Aim of the task → Looking at the listing below, retype exactly the lines starting at the one containing "index pip: (377, 327)" and ending at the one containing "pinky tip: (225, 289)", both included, and nothing else.

══ Provided records ══

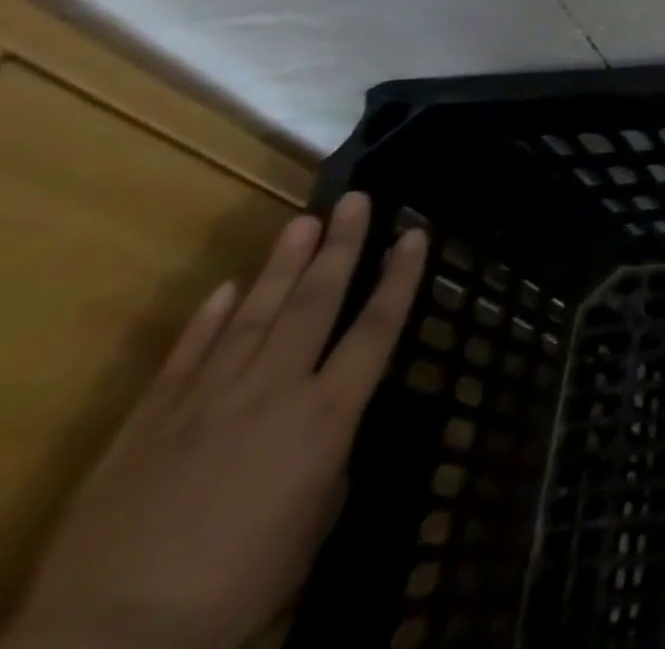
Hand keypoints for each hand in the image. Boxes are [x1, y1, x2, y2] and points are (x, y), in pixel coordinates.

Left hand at [5, 195, 426, 648]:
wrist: (109, 642)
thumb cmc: (241, 581)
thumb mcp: (314, 520)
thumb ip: (328, 459)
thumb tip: (324, 431)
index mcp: (326, 414)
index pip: (377, 327)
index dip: (400, 277)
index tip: (415, 234)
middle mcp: (274, 389)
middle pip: (315, 303)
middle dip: (340, 247)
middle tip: (356, 200)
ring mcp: (206, 401)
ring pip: (254, 315)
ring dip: (282, 265)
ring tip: (304, 221)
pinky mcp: (148, 423)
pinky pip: (186, 357)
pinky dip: (207, 320)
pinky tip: (225, 289)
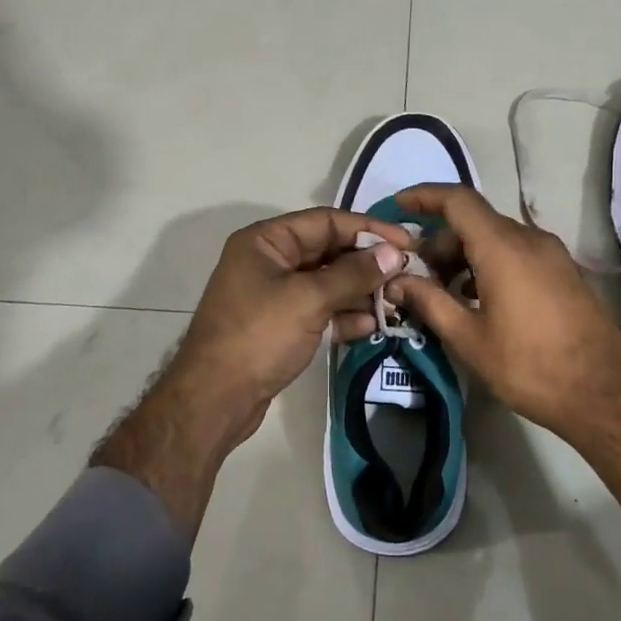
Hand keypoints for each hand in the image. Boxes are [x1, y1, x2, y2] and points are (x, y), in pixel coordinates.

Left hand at [96, 208, 412, 534]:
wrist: (214, 399)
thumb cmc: (258, 337)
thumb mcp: (308, 299)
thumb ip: (353, 274)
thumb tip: (393, 254)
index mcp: (266, 241)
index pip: (326, 221)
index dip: (368, 229)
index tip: (406, 242)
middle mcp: (269, 261)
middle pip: (328, 251)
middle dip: (367, 263)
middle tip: (406, 273)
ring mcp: (274, 295)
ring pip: (327, 283)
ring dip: (360, 291)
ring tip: (396, 300)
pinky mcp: (280, 326)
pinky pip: (319, 310)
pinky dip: (344, 315)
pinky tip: (372, 324)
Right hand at [388, 185, 620, 506]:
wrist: (603, 394)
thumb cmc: (529, 366)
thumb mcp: (469, 338)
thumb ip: (429, 302)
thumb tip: (396, 281)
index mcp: (503, 247)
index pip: (457, 200)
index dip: (424, 197)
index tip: (398, 206)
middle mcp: (530, 239)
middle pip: (475, 220)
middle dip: (441, 241)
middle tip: (418, 276)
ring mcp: (553, 254)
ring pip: (497, 237)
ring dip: (466, 254)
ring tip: (445, 292)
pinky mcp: (565, 272)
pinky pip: (519, 252)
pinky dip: (491, 263)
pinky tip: (479, 299)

═══

Exercise solution →
index pip: (377, 327)
index dip: (400, 277)
index tip: (415, 234)
middle mcp: (274, 389)
middle pip: (315, 303)
middle dip: (340, 247)
middle tip: (356, 200)
ring mcp: (206, 401)
ring pip: (254, 315)
ring dip: (282, 265)
ring tip: (304, 221)
pinky mcp: (148, 423)
pinky pip: (186, 357)
pinky dip: (207, 320)
pinky tip: (225, 289)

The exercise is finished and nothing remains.